▶ [Task material]
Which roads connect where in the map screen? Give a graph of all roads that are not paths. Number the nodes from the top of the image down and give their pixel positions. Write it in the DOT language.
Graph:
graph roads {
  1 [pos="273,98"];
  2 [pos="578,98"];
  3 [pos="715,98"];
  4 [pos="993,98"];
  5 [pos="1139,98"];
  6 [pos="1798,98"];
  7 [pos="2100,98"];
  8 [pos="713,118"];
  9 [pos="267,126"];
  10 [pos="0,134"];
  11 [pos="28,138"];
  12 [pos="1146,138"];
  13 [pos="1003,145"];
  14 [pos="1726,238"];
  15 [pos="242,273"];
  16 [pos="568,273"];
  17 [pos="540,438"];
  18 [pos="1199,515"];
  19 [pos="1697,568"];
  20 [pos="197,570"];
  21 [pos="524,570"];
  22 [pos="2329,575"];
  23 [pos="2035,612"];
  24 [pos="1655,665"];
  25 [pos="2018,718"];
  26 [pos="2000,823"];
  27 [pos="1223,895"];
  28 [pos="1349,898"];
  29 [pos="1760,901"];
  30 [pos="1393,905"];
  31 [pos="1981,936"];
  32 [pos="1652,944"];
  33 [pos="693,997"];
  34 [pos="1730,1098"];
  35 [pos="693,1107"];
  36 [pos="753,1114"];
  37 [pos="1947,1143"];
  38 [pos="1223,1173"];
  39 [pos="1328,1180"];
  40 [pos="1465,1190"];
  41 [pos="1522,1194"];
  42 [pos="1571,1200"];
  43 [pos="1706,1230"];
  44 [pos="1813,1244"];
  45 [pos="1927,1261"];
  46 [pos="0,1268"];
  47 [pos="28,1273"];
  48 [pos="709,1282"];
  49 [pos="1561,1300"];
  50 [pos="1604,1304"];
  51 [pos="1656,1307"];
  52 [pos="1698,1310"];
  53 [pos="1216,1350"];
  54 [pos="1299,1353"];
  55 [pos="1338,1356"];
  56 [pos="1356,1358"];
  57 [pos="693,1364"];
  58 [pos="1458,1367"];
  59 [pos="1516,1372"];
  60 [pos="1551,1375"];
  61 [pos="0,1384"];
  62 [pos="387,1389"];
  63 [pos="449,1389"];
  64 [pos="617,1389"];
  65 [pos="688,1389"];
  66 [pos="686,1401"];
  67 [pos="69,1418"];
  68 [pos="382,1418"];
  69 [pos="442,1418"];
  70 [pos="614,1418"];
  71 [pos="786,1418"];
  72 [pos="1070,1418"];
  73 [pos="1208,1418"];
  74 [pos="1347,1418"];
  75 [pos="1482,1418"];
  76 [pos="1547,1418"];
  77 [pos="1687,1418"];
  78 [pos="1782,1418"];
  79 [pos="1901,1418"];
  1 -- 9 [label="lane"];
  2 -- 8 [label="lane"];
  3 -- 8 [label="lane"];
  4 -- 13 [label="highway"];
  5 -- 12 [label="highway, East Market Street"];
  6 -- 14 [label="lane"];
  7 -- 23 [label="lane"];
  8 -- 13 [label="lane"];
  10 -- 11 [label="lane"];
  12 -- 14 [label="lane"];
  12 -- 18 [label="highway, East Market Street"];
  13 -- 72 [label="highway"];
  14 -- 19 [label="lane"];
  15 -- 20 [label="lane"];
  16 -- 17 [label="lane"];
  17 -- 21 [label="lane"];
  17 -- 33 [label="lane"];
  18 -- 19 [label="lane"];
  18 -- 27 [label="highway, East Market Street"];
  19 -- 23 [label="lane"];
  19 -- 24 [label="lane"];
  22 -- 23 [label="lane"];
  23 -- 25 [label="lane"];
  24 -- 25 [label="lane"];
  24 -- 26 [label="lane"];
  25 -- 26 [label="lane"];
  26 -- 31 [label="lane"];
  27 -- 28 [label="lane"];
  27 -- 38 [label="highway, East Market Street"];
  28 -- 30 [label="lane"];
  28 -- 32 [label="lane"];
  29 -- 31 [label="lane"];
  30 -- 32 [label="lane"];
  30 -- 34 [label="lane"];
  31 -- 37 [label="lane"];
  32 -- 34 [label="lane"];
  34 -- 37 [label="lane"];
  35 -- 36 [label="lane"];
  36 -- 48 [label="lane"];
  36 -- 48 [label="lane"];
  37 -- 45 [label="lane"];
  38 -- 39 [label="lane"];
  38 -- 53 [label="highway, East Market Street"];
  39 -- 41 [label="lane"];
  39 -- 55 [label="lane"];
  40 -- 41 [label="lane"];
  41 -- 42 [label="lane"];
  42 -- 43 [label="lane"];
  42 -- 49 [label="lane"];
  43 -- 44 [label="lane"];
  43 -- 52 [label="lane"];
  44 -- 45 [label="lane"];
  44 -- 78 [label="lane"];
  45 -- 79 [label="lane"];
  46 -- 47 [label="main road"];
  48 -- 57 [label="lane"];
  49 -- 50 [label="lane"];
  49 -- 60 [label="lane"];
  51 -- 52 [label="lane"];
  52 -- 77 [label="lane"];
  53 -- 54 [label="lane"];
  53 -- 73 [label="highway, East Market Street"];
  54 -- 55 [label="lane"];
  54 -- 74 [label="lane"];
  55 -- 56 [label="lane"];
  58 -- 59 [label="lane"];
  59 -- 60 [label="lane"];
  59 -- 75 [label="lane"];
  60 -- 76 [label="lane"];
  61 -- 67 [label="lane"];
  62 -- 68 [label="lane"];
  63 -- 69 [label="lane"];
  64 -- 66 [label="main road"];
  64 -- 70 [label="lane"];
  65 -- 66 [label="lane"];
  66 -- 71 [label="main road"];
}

▶ [Exercise objective] Output only the number of lines in the data above that include the word "main".

▶ [Written response] 3